Make America Unpredictable Again

Donald Trump's foreign policy plan dumps decades of American leadership.

Donald Trump’s Foreign Policy Plan Dumps Decades Of American Leadership

Earlier today, Donald Trump delivered a speech in Washington, DC to lay out in more detail his vision for American foreign policy. Although the speech was a clear attempt to brand Trump as a more serious general election candidate, it was nonetheless defined by the same inconsistent, erratic, and implausible national security views that we’ve heard before. Trump’s inclination for isolationism and protectionism was once again the central theme of his speech.

One of the most dangerous platforms of Trump’s foreign policy – which he clearly reiterated today – is his deep skepticism of American relationships abroad. He once again complained that American allies “are not paying their fair share,” claimed that American rivals “no longer respect us,” and threw out the possibility of going “separate ways” with China. Relatedly, he made yet another direct attack on Muslim American communities when he said the U.S. “must stop importing extremism through senseless immigration policies.”

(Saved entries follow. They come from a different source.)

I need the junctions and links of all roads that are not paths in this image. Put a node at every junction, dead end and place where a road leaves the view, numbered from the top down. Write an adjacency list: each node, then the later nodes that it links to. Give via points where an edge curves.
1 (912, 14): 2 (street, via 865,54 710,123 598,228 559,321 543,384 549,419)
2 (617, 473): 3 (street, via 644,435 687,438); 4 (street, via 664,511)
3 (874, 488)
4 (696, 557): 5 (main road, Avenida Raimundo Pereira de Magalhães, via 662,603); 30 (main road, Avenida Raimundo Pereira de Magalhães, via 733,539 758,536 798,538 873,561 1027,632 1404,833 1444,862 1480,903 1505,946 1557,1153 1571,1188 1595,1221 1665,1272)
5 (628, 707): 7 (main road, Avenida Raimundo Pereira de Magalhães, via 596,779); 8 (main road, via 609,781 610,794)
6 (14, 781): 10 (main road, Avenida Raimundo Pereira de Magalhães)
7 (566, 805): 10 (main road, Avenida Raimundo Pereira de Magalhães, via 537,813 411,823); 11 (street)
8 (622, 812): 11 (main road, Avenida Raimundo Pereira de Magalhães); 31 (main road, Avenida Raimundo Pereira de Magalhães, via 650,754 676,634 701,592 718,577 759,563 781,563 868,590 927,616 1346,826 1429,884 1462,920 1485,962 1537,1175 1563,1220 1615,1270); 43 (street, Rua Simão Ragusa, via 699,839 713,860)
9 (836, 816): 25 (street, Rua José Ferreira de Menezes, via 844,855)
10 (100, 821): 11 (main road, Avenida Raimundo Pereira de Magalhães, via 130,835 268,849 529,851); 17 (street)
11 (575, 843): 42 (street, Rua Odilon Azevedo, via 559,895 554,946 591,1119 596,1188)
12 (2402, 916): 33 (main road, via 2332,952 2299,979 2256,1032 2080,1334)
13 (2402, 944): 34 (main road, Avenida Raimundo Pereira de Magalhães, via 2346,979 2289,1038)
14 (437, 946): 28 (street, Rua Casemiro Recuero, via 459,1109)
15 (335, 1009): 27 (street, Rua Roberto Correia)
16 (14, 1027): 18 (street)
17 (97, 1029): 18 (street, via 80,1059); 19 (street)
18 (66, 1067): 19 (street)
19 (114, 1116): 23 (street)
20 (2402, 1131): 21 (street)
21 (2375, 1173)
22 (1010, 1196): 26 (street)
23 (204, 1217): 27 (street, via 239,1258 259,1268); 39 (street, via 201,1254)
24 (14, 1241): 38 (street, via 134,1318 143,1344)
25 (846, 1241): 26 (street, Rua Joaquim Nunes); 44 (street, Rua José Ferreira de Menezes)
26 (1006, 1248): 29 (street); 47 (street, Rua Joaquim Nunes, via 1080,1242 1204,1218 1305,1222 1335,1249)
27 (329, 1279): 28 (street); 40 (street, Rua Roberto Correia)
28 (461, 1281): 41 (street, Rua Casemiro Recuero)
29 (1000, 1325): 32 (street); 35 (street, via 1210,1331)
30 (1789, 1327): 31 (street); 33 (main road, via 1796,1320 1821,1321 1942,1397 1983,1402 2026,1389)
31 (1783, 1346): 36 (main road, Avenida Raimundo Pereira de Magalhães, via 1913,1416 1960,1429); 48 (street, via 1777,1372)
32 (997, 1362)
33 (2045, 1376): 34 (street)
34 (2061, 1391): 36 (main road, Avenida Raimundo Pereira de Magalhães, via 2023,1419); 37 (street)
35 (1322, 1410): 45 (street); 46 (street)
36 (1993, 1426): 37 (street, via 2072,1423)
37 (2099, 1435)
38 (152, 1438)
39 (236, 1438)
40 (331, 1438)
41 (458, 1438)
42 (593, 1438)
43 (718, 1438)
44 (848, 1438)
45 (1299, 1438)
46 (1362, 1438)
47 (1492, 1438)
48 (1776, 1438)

The key problem with Trump’s dismissive approach to America’s allies is that it threatens to make the world a more dangerous and unstable place. American alliances abroad have been indispensable in making the world a safer place since the Cold War. To show just one just one example of the ways in which Donald Trump‘s isolationist outlook is mistaken, the Center for American Progress Action Fund conducted a study of major global nonproliferation efforts –a product of international cooperation and allegiances – and has found that, with American leadership, the threat of weapons of mass destruction has been successfully reduced over the past 30 years:

TrumpNatSec

As CAP Action’s analysis explains in detail, the U.S. has been directly involved in international efforts that have successfully limited the proliferation of nuclear weapons. The relatively widespread international consensus on the dangers of nuclear weapons has enabled the construction, over decades, of an international framework based on a series of agreements and treaties dedicated to reducing worldwide nuclear proliferation and its use, either as weapons or through testing. In a testament to their success — and to the absolute absurdity of Trump’s theory of nuclear inevitability — the number of operational nuclear warheads throughout the world has decreased from a high of 64,452 in 1986 to 10,315 in 2015, and there has not been an above-ground explosion of a nuclear weapon since 1980, either from use as a weapon or for a test.

BOTTOM LINE: Despite his best efforts to portray a more serious presidential candidate, Trump’s foreign policy speech only served to reinforce the danger and impracticality of a Trump presidency. His divisive comments, whether about banning Muslims from the United States or ending global alliances, jeopardize years of work and put our national security at risk.